The lights of Advent move slowly, deliberately, until on the Feast of the Nativity we light the big white Christ Candle. Then the Nativity Season has finally begun, running through January 6, the Feast of the Epiphany. Epiphany is Christianity’s answer to Hannukah, the festival of the light shining in the darkness. The strike of the match is the sound of hope, hope shouting its defiant No! against the dark. Dylan Thomas wrote to “Rage, rage against the dying of the light,” but the triad of Winter celebrations—Advent, Nativity, Epiphany—represent the slow, steady, deliberate march of the light into, and against, and over, the darkness. When the lights are all lit, we should leave them lit at least until the Epiphany. For Epiphany is the rage for the dying of the dark. The dark of Winter comes to a shining, flaming, gleaming, radiant end with the Epiphany, also called the Theophany—the revelation of the Christ to the Gentiles. The three seasons go together, inextricably. If they are celebrated separately, their worth is tarnished, and the light is put under a bowl.

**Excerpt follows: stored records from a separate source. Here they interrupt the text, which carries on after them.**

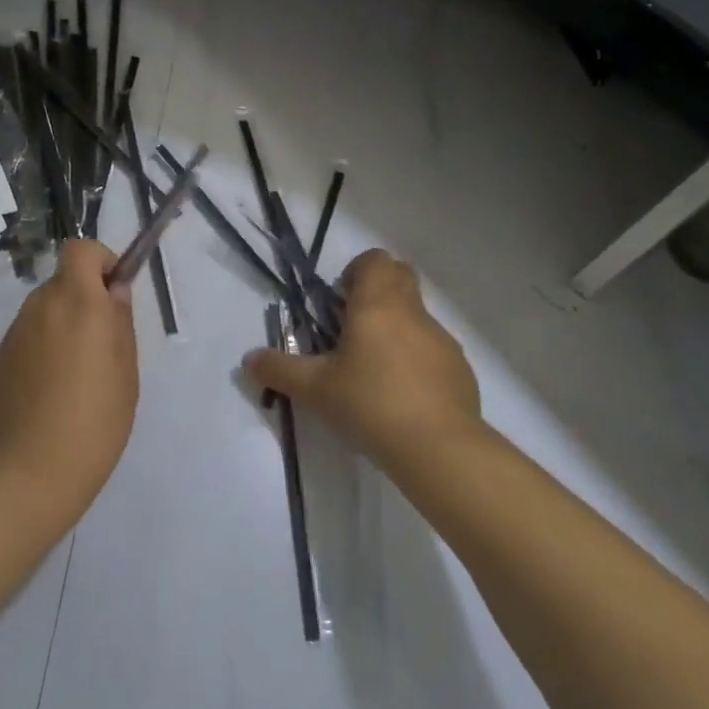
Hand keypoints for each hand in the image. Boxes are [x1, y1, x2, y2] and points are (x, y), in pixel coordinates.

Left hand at [0, 239, 138, 511]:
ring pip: (46, 308)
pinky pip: (30, 335)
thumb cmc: (95, 418)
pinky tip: (54, 388)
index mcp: (77, 301)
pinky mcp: (0, 359)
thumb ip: (120, 320)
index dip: (101, 261)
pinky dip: (45, 346)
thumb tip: (114, 291)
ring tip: (79, 371)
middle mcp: (41, 306)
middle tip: (104, 341)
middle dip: (85, 297)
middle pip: (64, 280)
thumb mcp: (126, 369)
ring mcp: (15, 332)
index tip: (115, 293)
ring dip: (64, 322)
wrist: (30, 472)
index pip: (80, 249)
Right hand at [245, 249, 479, 468]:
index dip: (357, 271)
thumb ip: (279, 370)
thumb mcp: (315, 389)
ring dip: (397, 329)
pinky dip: (418, 361)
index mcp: (377, 304)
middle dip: (377, 292)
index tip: (340, 301)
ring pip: (417, 317)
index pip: (375, 260)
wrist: (438, 448)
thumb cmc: (370, 403)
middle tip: (353, 327)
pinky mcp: (460, 370)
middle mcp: (413, 313)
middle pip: (400, 278)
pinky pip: (434, 351)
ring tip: (375, 371)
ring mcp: (442, 340)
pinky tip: (404, 398)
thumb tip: (248, 360)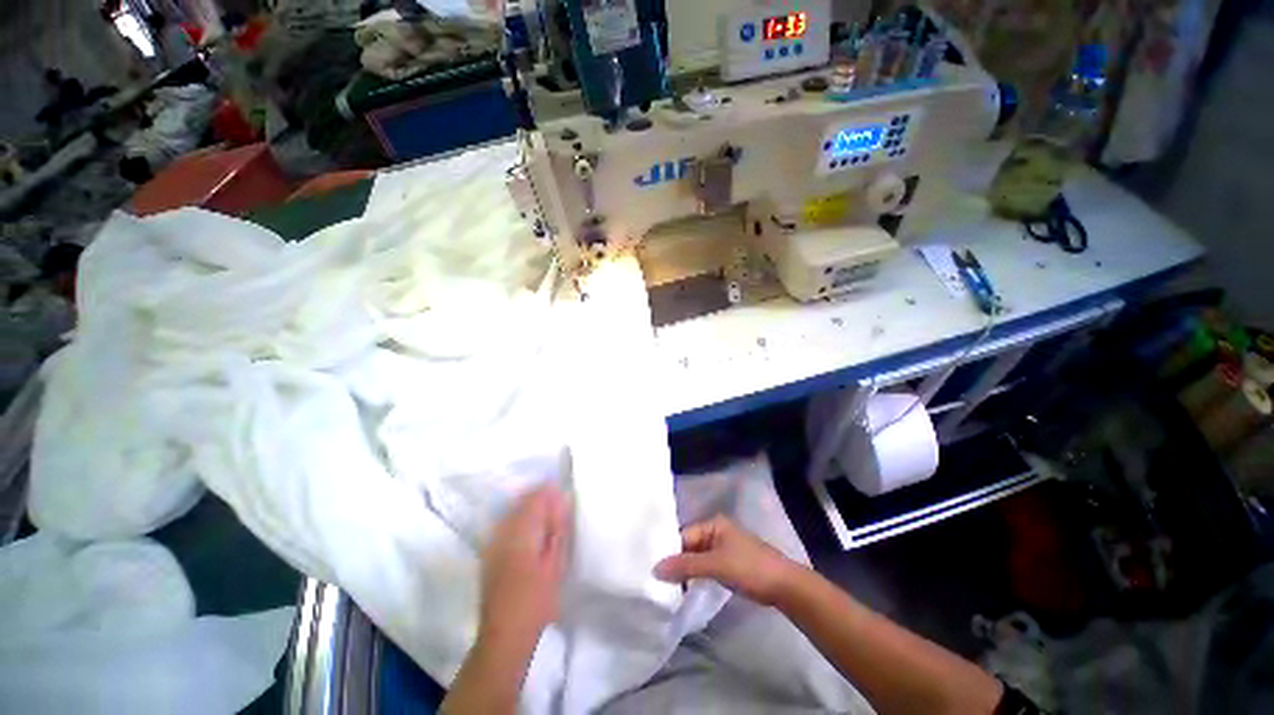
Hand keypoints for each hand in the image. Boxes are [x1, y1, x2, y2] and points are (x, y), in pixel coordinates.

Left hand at [478, 484, 570, 648]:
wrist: (504, 635)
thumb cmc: (537, 601)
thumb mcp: (555, 564)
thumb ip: (557, 530)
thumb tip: (562, 502)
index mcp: (521, 533)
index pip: (535, 499)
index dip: (549, 491)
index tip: (562, 492)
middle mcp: (502, 532)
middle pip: (521, 502)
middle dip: (539, 498)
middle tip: (558, 504)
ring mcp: (492, 543)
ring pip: (511, 512)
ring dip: (528, 508)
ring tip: (546, 517)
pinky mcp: (488, 554)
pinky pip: (504, 525)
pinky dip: (518, 521)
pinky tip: (529, 532)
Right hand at [653, 515, 799, 605]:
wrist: (784, 586)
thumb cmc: (750, 567)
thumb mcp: (716, 565)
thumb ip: (686, 566)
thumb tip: (655, 568)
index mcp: (713, 524)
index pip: (683, 535)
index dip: (669, 551)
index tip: (653, 569)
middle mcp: (716, 532)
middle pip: (689, 545)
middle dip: (676, 562)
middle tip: (657, 580)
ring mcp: (722, 548)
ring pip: (696, 558)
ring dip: (685, 571)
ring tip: (667, 586)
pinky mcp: (728, 564)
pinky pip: (705, 567)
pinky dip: (696, 576)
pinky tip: (685, 588)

The chilly dark of Advent leads into the chilly light of Epiphany: there is still darkness and dreariness and death all about, but the match has been struck. It is still cold and the days are still short, but the darkness and the bleakness do not have the last word. At the Winter Solstice, the days are at their shortest, and immediately begin their inexorable journey toward their highest point six months later at the Summer Solstice. Yet even at this darkest point of the world, we rage against the dying of the light. And we rage for the dying of the dark. This struggle between the light and the dark is part of the rhythm of life, which the Christian Calendar, among other things, recognizes. It reminds me of the despair turned into defiant joy of the hymn, “I Heard the Bells on Christmas Day:”
And in despair I bowed my head:
“There is no peace on earth,” I said,
“For hate is strong, and mocks the song
Of peace on earth, good will to men.”
Then pealed the bells more loud and deep:
“God is not dead, nor doth He sleep,
The wrong shall fail, the right prevail,
With peace on earth, good will to men.”
As we journey into the chilly light of Epiphany, may we strike a match in the dark. Life is a struggle: let us rage against the dying of the light, and rage for the dying of the dark.